0

I want to augment the data frame with .fitted columns from broom::augment() for different lm() models so that I can compare the predictions later. I (re)name() the .fitted column for each model, but augment() also adds .rownames .se.fit, etc., columns. So when I run augment() for the second model I get

Error: Column .rownames must have a unique name

for each of the columns from augment() that I am not interested in.

I end up un-selecting each of the columns from augment() that I am not interested in. I have to do this after each call to augment().

{r}
require(tidyverse)
require(broom)
require(ISLR)

lm.obj <- lm(mpg ~ horsepower, data = Auto)
Auto <- Auto %>% 
  augment(x = lm.obj) %>% 
  rename(mpg_pred_linear = .fitted)

qd.obj <- lm(mpg ~ horsepower + I(horsepower^2), Auto)
Auto <- Auto %>% 
  augment(x = qd.obj) %>% 
  rename(mpg_pred_quad = .fitted)

I know I could use predict.lm() instead, but in the course I am teaching I have already used augment() to create the predictions, and I wanted consistency for my students.

Are there options in augment.lm() that I am not finding that allow for customization of column names? Or choice of output columns?

I am not sure if this is a problem I just need to cope with, or if I should submit it as an issue instead. Please advise (or chastise) as you see fit.

C. Peck
  • 3,641
  • 3
  • 19
  • 36
  • Are you sure you want the predictions in wide format rather than long format, which would be easier (and could be spread if necessary)? – Richard Telford Mar 26 '19 at 19:52
  • To clarify: is your general goal is to attach only the fitted values for a linear and quadratic trend to the current dataset (at least, in this example)? And to do so in a way your students will understand :)? – Andrew Mar 26 '19 at 20:00
  • Richard, I am not quite sure what you mean. – Murphy Waggoner Mar 27 '19 at 15:58
  • Andrew, the goal is to have columns for the fitted values for linear, quadratic, and other models for both the training and test sets. The ultimate goal is to calculate (by hand, i.e., using R and formulas) the MSE for each model to illustrate using the MSE for model selection and to illustrate that training error is less than test error. This is part of a lecture to motivate LOOCV, k-fold CV, and bootstrap.

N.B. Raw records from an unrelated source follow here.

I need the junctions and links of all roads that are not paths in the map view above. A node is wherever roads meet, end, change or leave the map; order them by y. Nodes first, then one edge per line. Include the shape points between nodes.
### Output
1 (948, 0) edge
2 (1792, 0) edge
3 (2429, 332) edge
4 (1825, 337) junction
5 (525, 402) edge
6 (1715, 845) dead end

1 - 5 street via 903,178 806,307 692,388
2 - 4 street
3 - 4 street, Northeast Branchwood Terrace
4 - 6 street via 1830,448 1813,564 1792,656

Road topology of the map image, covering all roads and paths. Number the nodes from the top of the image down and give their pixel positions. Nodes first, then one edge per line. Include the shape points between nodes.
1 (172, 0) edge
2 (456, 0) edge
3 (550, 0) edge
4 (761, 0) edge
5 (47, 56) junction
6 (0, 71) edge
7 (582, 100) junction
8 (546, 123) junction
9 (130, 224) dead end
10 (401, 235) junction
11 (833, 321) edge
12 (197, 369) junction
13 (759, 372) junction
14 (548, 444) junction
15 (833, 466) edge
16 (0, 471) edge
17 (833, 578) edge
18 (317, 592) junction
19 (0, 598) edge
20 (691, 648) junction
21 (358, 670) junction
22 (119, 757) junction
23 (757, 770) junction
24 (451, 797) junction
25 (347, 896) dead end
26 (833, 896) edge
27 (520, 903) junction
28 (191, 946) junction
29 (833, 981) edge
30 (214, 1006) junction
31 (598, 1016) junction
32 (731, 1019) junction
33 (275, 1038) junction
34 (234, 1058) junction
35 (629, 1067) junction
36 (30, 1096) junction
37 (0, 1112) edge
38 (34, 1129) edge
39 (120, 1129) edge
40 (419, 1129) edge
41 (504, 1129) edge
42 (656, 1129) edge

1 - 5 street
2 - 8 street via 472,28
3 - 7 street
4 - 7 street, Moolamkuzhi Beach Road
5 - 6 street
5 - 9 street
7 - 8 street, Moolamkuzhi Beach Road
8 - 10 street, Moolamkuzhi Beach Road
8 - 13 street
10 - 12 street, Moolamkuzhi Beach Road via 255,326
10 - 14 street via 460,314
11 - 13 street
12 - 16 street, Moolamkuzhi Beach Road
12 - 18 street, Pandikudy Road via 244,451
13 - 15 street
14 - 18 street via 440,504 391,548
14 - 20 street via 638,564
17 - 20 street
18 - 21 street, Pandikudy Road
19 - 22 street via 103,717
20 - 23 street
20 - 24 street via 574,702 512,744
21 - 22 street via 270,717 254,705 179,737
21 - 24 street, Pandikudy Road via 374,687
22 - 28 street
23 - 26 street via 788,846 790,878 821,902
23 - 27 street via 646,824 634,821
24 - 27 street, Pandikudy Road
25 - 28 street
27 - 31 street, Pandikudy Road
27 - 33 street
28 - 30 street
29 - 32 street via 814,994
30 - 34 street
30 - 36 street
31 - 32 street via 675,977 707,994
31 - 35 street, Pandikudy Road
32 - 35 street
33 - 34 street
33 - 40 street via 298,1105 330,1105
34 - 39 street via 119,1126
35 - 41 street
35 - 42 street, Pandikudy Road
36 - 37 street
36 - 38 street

I want the students to learn the concepts and code for these three CV methods, and I don't want to muddy the lecture with new code only used for illustration. – Murphy Waggoner Mar 27 '19 at 16:03

1 Answers1

0

One option is to use rename_at(), with the function start_with() in order to identify all the columns you just added with augment() and to rename all of them:

lm.obj <- lm(Petal.Width ~ Sepal.Width, data = iris)
iris <- iris %>% 
  augment(x = lm.obj) %>%
  rename_at(vars(starts_with('.')), funs(paste0('mod1', .)))

colnames(iris)
#  [1] "Sepal.Length"   "Sepal.Width"    "Petal.Length"   "Petal.Width"    "Species"        "mod1.fitted"    "mod1.se.fit"   
#  [8] "mod1.resid"     "mod1.hat"       "mod1.sigma"     "mod1.cooksd"    "mod1.std.resid"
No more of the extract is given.